Assignment
Scan the entries that follow for the word "strong", then report every line in which it appears.

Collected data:
■ ■ ■ ■
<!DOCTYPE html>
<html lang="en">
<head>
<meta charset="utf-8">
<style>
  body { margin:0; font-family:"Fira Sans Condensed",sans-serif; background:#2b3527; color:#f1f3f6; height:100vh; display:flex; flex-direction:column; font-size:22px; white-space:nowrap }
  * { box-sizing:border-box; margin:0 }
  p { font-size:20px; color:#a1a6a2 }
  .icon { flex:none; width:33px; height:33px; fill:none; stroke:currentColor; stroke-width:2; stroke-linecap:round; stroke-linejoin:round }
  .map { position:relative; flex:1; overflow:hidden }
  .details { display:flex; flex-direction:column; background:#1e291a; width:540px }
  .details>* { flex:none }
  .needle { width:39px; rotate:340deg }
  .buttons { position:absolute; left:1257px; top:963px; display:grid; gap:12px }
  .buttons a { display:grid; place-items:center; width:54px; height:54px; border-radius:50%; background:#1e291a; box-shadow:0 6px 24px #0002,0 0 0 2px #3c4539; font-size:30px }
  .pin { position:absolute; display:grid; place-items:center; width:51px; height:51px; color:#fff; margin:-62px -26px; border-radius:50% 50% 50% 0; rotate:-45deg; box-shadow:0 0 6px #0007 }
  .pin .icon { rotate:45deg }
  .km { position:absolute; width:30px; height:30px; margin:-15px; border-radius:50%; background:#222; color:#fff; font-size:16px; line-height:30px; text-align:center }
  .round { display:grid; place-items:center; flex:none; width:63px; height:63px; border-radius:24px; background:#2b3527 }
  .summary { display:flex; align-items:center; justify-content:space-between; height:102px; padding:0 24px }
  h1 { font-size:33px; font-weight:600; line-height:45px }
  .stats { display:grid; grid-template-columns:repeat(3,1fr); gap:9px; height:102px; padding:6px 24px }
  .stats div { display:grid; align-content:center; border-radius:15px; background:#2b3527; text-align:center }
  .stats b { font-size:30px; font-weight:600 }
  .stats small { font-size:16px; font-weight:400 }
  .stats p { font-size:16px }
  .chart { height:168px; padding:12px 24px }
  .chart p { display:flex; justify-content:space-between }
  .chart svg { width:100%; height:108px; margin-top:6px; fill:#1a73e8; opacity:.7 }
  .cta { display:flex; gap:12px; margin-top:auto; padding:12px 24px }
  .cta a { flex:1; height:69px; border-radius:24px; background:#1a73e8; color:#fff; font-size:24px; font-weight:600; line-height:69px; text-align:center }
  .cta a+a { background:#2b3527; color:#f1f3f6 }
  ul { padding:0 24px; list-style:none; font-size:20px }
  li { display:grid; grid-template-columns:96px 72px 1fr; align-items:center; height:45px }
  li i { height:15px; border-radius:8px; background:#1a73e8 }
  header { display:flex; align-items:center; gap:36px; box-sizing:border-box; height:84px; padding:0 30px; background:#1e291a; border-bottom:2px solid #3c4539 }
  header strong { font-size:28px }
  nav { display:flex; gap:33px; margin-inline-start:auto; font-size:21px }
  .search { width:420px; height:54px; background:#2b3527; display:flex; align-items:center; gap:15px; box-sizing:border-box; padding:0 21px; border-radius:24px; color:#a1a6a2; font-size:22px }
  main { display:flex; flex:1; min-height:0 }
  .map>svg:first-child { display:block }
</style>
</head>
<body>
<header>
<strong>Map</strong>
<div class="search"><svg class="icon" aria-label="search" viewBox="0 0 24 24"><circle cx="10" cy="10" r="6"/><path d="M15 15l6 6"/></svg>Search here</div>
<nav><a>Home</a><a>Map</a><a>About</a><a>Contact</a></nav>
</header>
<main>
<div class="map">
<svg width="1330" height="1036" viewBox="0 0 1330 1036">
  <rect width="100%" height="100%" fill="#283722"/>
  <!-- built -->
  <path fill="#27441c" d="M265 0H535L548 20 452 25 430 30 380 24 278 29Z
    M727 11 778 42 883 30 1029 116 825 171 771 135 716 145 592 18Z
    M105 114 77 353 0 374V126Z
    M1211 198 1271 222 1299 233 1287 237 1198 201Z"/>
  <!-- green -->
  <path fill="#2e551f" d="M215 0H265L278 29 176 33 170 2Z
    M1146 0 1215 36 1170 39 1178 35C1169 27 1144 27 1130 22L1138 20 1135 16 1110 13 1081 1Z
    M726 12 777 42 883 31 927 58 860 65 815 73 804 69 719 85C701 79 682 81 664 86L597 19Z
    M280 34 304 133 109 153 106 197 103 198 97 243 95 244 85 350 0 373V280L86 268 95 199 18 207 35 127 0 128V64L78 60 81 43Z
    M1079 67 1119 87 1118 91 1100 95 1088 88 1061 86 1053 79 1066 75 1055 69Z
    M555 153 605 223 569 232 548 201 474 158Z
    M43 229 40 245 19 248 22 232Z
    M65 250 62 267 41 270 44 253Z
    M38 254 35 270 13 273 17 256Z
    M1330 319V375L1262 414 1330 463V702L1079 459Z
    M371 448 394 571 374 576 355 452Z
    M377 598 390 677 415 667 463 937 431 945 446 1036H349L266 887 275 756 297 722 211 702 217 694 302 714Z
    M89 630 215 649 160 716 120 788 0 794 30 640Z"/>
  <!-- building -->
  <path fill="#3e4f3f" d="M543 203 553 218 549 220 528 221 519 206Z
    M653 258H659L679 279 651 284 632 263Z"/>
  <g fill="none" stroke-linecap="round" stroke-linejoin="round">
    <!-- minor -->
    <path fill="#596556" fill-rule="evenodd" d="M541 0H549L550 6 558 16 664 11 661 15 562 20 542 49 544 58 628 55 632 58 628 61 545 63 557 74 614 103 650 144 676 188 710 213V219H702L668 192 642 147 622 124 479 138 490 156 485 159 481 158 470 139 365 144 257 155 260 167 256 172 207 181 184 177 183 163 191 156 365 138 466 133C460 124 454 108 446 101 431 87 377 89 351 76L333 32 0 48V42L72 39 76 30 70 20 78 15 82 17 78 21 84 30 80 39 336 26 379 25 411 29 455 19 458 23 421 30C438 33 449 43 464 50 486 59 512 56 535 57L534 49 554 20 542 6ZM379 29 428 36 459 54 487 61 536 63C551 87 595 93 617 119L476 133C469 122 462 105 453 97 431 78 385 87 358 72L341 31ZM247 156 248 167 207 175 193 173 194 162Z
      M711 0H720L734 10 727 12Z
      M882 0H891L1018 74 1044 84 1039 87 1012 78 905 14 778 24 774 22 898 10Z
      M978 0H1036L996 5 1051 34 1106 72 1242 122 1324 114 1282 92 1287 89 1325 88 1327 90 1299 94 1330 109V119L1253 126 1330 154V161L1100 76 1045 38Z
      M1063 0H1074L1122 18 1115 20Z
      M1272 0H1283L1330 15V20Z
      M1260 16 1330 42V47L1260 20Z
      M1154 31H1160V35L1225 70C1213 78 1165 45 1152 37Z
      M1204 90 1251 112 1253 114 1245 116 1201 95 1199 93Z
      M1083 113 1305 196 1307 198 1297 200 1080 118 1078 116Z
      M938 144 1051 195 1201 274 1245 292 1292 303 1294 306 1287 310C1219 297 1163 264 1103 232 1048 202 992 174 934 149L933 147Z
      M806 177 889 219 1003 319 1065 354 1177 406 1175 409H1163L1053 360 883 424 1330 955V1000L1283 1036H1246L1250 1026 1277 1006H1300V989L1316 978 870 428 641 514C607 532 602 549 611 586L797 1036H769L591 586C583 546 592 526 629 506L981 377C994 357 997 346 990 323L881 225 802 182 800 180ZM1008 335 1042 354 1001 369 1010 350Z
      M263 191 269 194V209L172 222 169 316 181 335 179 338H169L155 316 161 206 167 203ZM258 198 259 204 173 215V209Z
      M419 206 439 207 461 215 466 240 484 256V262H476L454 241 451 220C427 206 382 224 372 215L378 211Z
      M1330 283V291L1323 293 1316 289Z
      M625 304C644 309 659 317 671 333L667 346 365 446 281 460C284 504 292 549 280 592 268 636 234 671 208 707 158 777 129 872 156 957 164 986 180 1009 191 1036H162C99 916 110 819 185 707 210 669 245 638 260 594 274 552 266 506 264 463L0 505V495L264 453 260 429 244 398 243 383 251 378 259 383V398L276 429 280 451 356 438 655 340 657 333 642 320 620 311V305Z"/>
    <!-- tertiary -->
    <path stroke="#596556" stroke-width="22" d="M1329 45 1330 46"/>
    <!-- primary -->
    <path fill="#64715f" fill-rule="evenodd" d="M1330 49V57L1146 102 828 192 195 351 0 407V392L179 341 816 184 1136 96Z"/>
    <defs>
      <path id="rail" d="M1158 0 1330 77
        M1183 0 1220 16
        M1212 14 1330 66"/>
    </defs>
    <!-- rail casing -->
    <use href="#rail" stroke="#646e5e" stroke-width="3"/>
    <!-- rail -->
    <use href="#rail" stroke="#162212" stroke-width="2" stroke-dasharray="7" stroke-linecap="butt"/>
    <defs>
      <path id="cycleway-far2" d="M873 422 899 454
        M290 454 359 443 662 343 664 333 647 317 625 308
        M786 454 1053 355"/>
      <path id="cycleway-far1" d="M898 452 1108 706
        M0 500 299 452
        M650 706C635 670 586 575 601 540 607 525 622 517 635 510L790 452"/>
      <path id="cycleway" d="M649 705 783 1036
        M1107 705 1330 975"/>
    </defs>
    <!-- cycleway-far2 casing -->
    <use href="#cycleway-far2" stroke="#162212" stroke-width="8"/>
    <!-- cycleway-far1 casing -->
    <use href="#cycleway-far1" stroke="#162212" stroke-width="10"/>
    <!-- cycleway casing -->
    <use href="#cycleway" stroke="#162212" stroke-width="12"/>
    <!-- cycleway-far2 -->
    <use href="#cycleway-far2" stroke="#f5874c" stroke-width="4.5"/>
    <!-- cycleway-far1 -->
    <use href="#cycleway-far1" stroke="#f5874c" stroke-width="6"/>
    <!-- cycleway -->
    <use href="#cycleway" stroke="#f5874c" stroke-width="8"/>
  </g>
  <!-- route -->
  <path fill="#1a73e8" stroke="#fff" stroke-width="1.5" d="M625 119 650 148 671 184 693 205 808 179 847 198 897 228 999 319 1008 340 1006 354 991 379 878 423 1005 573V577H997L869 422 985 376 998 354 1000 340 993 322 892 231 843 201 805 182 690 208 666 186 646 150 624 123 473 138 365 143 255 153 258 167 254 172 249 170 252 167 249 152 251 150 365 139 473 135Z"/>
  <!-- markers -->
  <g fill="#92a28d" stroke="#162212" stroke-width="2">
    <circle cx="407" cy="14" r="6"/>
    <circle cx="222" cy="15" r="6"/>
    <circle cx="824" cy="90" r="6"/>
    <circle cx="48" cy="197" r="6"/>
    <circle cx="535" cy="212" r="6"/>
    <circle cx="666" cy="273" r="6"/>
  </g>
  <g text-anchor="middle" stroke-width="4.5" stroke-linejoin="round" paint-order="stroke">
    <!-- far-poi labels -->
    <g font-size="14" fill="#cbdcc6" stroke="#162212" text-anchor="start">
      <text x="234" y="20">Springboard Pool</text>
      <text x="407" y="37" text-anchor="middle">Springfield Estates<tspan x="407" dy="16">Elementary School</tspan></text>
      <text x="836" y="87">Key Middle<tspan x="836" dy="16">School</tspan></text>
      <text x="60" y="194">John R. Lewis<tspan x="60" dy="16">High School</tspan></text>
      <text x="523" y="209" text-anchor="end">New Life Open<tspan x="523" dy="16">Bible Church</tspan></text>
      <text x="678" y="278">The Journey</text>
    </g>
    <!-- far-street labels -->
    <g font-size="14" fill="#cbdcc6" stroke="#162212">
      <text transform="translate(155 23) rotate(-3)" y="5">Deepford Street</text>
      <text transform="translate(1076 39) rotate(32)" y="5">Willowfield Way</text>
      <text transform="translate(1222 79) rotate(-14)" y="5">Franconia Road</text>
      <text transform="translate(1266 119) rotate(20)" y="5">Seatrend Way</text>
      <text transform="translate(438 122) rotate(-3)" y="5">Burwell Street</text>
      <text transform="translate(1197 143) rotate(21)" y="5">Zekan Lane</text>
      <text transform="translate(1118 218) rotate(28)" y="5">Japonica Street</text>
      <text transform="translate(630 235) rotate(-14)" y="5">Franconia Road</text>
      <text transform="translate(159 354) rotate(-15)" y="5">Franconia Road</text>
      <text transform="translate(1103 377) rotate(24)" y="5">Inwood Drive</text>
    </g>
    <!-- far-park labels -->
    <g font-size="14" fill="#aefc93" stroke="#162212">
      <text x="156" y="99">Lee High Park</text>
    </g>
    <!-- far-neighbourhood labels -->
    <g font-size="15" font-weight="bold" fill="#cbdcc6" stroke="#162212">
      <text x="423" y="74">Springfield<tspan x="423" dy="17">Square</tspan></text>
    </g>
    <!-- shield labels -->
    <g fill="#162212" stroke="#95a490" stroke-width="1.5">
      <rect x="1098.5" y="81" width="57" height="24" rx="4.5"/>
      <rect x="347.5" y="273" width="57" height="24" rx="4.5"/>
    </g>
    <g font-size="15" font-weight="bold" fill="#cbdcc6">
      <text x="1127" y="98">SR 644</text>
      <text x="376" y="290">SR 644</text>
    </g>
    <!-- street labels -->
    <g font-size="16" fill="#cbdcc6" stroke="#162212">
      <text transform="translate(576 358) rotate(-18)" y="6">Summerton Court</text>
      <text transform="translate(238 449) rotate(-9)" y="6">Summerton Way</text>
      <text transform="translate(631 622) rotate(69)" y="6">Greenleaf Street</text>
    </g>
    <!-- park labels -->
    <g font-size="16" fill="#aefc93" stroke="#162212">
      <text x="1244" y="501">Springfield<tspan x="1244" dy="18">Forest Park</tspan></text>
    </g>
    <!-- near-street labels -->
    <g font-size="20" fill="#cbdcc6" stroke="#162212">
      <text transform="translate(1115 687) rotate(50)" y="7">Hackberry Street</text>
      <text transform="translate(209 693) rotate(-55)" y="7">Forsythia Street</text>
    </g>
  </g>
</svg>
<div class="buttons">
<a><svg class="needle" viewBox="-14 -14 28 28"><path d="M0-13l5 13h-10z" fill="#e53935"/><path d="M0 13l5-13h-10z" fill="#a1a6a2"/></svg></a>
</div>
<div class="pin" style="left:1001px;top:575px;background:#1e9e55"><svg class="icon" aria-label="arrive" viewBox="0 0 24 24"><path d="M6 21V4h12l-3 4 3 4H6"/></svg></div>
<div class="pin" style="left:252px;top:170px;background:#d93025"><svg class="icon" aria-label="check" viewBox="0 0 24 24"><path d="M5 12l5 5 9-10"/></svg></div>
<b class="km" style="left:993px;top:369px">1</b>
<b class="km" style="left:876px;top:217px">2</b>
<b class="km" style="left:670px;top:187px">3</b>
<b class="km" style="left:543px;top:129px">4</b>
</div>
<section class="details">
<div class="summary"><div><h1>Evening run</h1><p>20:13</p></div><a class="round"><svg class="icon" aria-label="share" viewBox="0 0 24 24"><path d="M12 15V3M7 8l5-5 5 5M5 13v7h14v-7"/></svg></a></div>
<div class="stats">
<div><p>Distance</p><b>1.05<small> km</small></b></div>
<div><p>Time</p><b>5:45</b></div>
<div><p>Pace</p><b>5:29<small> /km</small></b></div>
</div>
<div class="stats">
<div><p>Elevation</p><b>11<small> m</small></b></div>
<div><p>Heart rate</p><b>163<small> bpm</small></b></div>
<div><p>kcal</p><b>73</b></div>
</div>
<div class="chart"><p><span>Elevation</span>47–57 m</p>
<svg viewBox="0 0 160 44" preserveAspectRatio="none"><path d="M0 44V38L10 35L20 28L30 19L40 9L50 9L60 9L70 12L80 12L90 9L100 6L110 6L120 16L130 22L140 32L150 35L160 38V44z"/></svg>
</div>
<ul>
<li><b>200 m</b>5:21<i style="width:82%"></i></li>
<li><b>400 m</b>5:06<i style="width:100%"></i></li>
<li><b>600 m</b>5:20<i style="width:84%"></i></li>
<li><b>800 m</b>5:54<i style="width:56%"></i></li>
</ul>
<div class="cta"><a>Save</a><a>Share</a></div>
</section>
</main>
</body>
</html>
■ ■ ■ ■
Answer to this exercise
  header strong { font-size:28px }
<strong>Map</strong>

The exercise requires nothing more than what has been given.